Para Pilar Fernández, investigadora argentina que trabaja en el Instituto de Salud Global Paul G. Allen, de la Universidad del Estado de Washington, en los Estados Unidos, algo singular es que la trayectoria de la pandemia de Covid fue similar a la de la gripe española, a pesar de los avances que podrían haber controlado la transmisión mucho antes. “Fue muy importante el rol del comportamiento humano y la comunicación, ahora y en 1918 –subraya–. La gran ventaja que tuvimos nosotros fue disponer de vacunas”.
“La de 1918 terminó en un equilibrio endémico; la mayoría de los virus actuales de la gripe estacional están relacionados con aquel H1N1 –dice Fernández–. Esto significa que la pandemia nunca terminó. Parece que con Covid estamos yendo hacia un escenario bastante similar. Hay que observar qué ocurre en los próximos años, pero es muy posible que también persista de manera estacional”.
Otra de las similitudes entre la gripe “española” y el Covid es que H1N1 era originalmente un tipo de influenza aviar (en 2009 la conocimos como “gripe porcina”). “No sabemos cuál fue la dirección del ‘derrame’, si de humanos a animales, o de animales a humanos, pero tiene que ver con la cercanía de estas dos especies y los modos de producción de alimentos –agrega–. En Covid, estamos viendo que hay diferentes hospedadores infectados naturalmente. Sabemos que en ciervos hay circulación y que hubo un primer caso de transmisión de ciervos a humano, con lo que existe el potencial de nuevas variantes y una nueva pandemia. Es muy posible que empecemos a ver más de estos eventos de ‘derrame’ de patógenos compartidos. Estamos en la era de las pandemias. Lamentablemente, dudo que habrá que esperar muchos años para ver otra”.
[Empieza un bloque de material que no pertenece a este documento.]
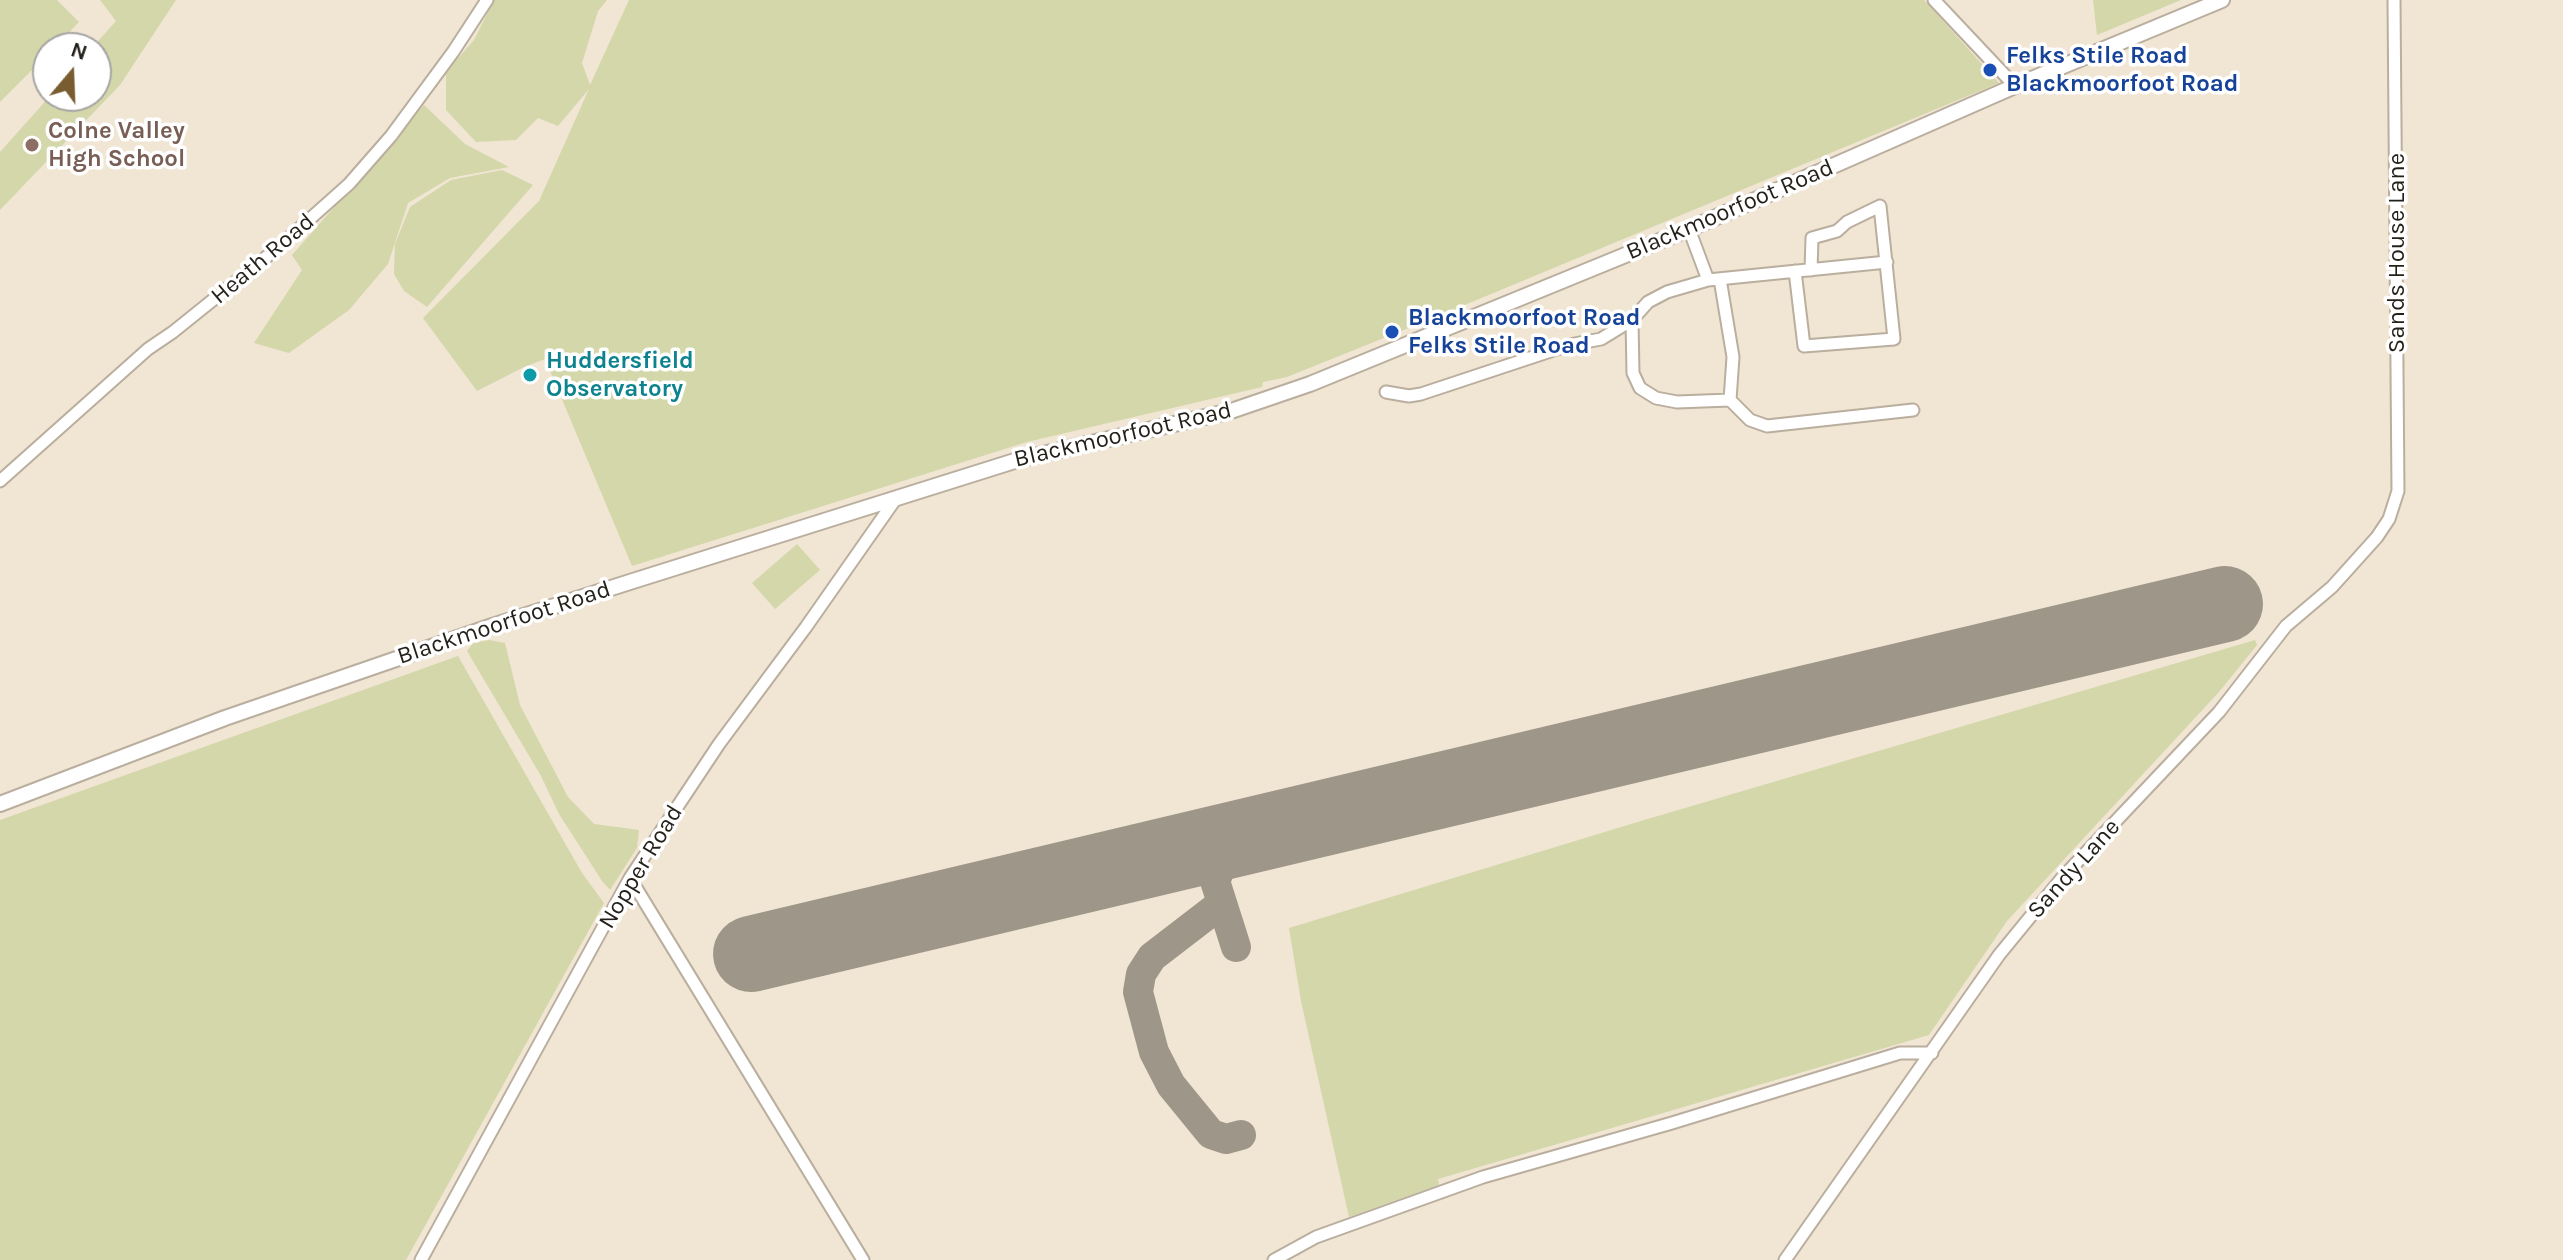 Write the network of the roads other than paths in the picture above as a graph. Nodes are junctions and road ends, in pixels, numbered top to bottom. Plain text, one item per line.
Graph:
1 (487, 0) edge
2 (1934, 0) edge
3 (2222, 0) edge
4 (2394, 0) edge
5 (2015, 86) junction
6 (1689, 229) junction
7 (1887, 262) junction
8 (1811, 270) junction
9 (1795, 271) junction
10 (1714, 279) junction
11 (1632, 320) junction
12 (1386, 392) dead end
13 (1730, 400) junction
14 (1913, 410) dead end
15 (0, 481) edge
16 (897, 497) junction
17 (2395, 505) joint
18 (0, 804) edge
19 (630, 878) junction
20 (1932, 1053) junction
21 (421, 1260) edge
22 (863, 1260) edge
23 (1274, 1260) edge
24 (1785, 1260) edge

1 - 15 street, Heath Road
2 - 5 street
3 - 5 street, Blackmoorfoot Road
4 - 17 street, Sands House Lane
5 - 6 street, Blackmoorfoot Road
6 - 10 street
6 - 16 street, Blackmoorfoot Road
7 - 8 street
7 - 8 street
7 - 9 street
8 - 9 street
9 - 10 street
10 - 11 street
10 - 13 street
11 - 12 street
11 - 13 street
13 - 14 street
16 - 18 street, Blackmoorfoot Road
16 - 19 street, Nopper Road
17 - 20 street, Sandy Lane
19 - 21 street, Nopper Road
19 - 22 street
20 - 23 street
20 - 24 street, Sandy Lane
Hoy, la Organización Mundial de la Salud recomienda no adjudicarle a un patógeno el nombre de un lugar para evitar la estigmatización, pero la gripe española tuvo muchas denominaciones. En Senegal se la llamo “brasilera”, en Brasil, “alemana”, en otros lugares, “francesa” o “americana”. Por eso, la desaprobación que generaban los dichos de algún mandatario que se referían al SARS-CoV-2 como “el virus chino”. En las crónicas de estos días, a la pandemia que estamos viviendo se la conocerá como la de Covid-19.